Filter the material below down to the lines with the word "Marino" and give those lines.

Data for review Start Marker

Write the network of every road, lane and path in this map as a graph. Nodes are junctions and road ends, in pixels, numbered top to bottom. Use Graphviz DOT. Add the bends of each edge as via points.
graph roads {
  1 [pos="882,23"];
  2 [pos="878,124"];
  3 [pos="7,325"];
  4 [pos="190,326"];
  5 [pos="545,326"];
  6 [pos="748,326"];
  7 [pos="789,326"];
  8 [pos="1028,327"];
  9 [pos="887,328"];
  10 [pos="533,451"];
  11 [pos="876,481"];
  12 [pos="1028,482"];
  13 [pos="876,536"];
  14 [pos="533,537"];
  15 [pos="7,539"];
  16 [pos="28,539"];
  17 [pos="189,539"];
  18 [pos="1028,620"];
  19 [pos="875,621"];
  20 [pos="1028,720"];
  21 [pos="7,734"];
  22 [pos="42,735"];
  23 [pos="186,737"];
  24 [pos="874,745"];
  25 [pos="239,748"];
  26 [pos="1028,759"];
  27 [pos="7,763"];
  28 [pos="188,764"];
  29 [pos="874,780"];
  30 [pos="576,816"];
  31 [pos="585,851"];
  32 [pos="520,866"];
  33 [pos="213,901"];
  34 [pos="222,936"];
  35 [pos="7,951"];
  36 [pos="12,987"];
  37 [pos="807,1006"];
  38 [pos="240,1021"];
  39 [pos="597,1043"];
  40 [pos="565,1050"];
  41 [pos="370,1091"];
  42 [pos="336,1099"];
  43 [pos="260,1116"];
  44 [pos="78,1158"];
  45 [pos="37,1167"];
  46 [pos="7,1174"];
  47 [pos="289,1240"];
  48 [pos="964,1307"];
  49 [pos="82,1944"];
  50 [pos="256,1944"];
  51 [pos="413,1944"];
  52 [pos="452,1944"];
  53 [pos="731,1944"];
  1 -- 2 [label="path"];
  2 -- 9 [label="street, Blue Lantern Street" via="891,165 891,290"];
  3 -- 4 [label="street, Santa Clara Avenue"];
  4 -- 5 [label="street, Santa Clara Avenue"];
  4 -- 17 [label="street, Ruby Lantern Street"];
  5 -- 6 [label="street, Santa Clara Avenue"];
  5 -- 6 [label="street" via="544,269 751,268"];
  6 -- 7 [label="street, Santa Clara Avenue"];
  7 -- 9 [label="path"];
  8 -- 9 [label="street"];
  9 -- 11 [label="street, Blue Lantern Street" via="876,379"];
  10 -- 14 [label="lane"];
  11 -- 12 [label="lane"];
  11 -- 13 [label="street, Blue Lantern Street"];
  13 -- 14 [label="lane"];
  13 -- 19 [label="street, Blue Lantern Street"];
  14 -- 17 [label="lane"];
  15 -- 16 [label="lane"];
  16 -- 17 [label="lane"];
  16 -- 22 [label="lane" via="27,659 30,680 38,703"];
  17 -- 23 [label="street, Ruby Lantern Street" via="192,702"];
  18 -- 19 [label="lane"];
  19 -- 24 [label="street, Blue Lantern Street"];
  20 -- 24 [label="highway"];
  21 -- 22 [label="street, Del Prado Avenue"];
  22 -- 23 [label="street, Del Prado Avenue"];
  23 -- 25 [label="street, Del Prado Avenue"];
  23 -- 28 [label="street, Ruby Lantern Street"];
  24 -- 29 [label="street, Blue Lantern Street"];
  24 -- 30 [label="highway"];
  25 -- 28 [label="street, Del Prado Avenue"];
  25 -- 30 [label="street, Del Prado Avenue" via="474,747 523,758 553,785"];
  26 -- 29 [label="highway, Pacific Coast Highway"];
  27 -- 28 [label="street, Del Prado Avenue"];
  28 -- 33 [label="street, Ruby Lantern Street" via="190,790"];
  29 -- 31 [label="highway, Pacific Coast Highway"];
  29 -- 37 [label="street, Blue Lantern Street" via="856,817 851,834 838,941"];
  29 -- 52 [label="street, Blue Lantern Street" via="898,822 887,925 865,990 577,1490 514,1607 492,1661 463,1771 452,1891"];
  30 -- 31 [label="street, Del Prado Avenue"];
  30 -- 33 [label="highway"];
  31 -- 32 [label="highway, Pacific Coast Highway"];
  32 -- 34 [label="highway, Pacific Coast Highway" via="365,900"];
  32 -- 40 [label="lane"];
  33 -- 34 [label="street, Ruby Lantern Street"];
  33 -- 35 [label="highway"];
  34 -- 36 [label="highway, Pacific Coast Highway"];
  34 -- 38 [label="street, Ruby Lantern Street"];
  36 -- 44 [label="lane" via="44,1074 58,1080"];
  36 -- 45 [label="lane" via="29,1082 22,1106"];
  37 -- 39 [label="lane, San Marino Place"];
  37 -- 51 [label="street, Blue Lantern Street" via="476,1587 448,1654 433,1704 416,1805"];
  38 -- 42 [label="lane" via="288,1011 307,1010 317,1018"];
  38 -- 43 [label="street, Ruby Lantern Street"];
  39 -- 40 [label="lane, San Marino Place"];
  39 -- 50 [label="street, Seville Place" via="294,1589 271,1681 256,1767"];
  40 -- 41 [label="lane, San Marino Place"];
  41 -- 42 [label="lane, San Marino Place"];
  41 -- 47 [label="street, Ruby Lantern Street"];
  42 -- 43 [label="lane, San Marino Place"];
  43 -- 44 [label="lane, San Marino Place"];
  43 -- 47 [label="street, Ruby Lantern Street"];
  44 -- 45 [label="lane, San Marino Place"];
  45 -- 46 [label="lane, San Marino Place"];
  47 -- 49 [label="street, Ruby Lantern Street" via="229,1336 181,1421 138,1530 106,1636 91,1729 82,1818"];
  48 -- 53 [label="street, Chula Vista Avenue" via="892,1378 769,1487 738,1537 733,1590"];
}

Data for review End Marker

▸ **Task result**:
  37 -- 39 [label="lane, San Marino Place"];
  39 -- 40 [label="lane, San Marino Place"];
  40 -- 41 [label="lane, San Marino Place"];
  41 -- 42 [label="lane, San Marino Place"];
  42 -- 43 [label="lane, San Marino Place"];
  43 -- 44 [label="lane, San Marino Place"];
  44 -- 45 [label="lane, San Marino Place"];
  45 -- 46 [label="lane, San Marino Place"];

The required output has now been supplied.